Putting off the inevitable, she looks in on both boys during a pause in the ringing. Along the way, the little ankle-rubbing cat shows up to hinder her progress until she picks him up and carries him along.

In the office, she flips the switch for the wall sconces left over from another era, drops the cat on a cushioned windowsill, and occupies her desk chair as though she had nothing better to do than plan another chapter of Colin’s stalled biography. Now sounding like a klaxon on a sinking ship, the phone starts up again. She answers just ahead of the fourth ring. “Yes?” she says in a small voice.

“Laurel? It’s Amanda. I am
terribly
sorry to—”

“Just get it over with! Is it my father? Has something happened to one of my brothers? My sister?”

“No, no, nothing like that, but it is serious. Things . . . have happened, there’s a great deal you need to know. Now.”

“Then tell me!”

Amanda takes an audible breath and introduces a premise Laurel would reject out of hand if she hadn’t witnessed several of the key incidents herself and didn’t know several of the contentions to be inarguable fact.

Unlike the ringing telephone, Amanda goes on without pause. For several minutes. When she does hesitate, it’s only to catch her breath. At one point Laurel takes notes, attempts to keep track of a chain of events too long and too complicated to grasp in one hearing. All she manages to write down are the names of the new players, with only one—Brownell Yates—sounding even vaguely familiar.

“I’m faxing a written statement of everything I’ve just said, along with a photo of Jakeway and charts and timelines to support these findings,” Amanda says, and picks up a new thread.

Upon absorbing news of Mrs. Floss’s hideous death, Laurel ceases to comprehend other than on a superficial level. She hears without actually processing that Nate discovered the body; she can’t quite grasp what business Nate had at the Floss house and what part the demented old lady played in this unfolding drama. She’s numb after Amanda executes an especially longwinded explanation of why Nate kept mum about the cocaine discovered in the Chandler attic last Saturday. But not so numb she can’t resist Amanda and Nate’s plan to go to the police with what they now view as primary evidence.

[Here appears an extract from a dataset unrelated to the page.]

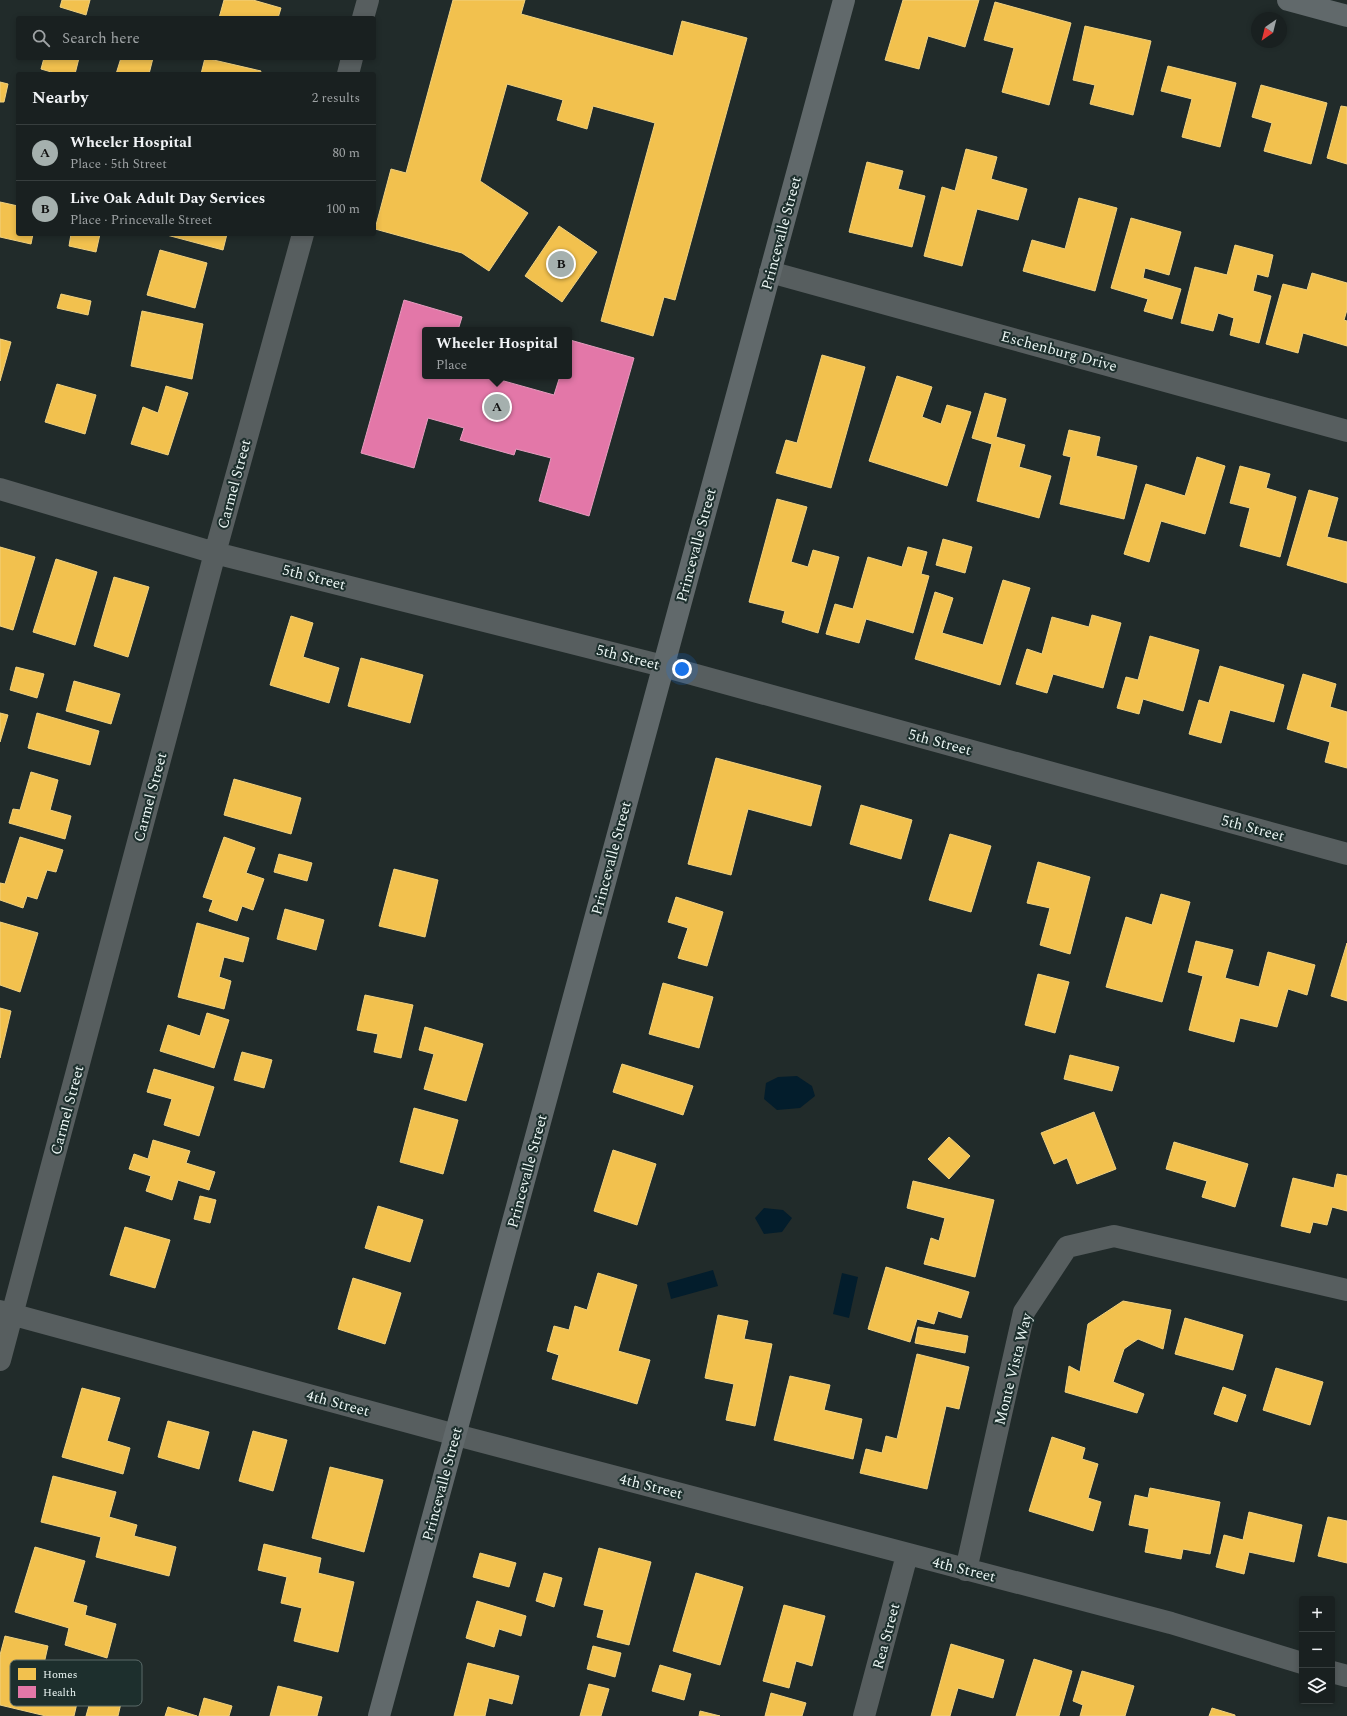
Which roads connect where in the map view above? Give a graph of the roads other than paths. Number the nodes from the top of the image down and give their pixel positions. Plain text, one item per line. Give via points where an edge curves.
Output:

“No,” Laurel says with as much emphasis as she can muster, “No, you must
not
go to the police with that.” Some of her gumption returns. “I forbid it. I
absolutely
forbid it! And if you don’t understand why, you should be in another line of work.”

This produces the longest pause of the entire lopsided exchange and subdues Amanda, but only slightly. She responds from another angle, speaks of Nate’s reaction to Mrs. Floss’s death as though courting cooperation through sympathy.

“He took it pretty hard,” Amanda says. “Especially when it appeared he may have been the last person to see her alive. Did I mention that he wants to take care of the funeral arrangements once it’s cleared with social services? Oh and we’re going to need a statement from you that there are no survivors and something else confirming . . . I forget what he said exactly, something about—”

“Where are you anyway? Is Nate there now? Can I talk to him?”

“I’m at his place where I’ll be for the rest of my stay in New York and he’s here but he’s out cold because, as I was telling you, he took this all pretty hard and he drank a lot at dinner and after I drove him home he had more to drink and wanted me to wait until morning your time to call but I didn’t want to put it off so he fell asleep while I was preparing my statement and—”

“Amanda, listen to me for a minute. You were wise to let me know about Mrs. Floss right away. I’ll call the Glen Abbey police yet tonight and determine what they need from me. Tell Nate he’s kind and generous to want to pick up the tab for the funeral, but that’s my responsibility—mine and my family’s. While you’re at it, tell Nate your investigation cannot go forward if it’s dependant on the cocaine allegedly found in my attic. And that’s final. Okay?”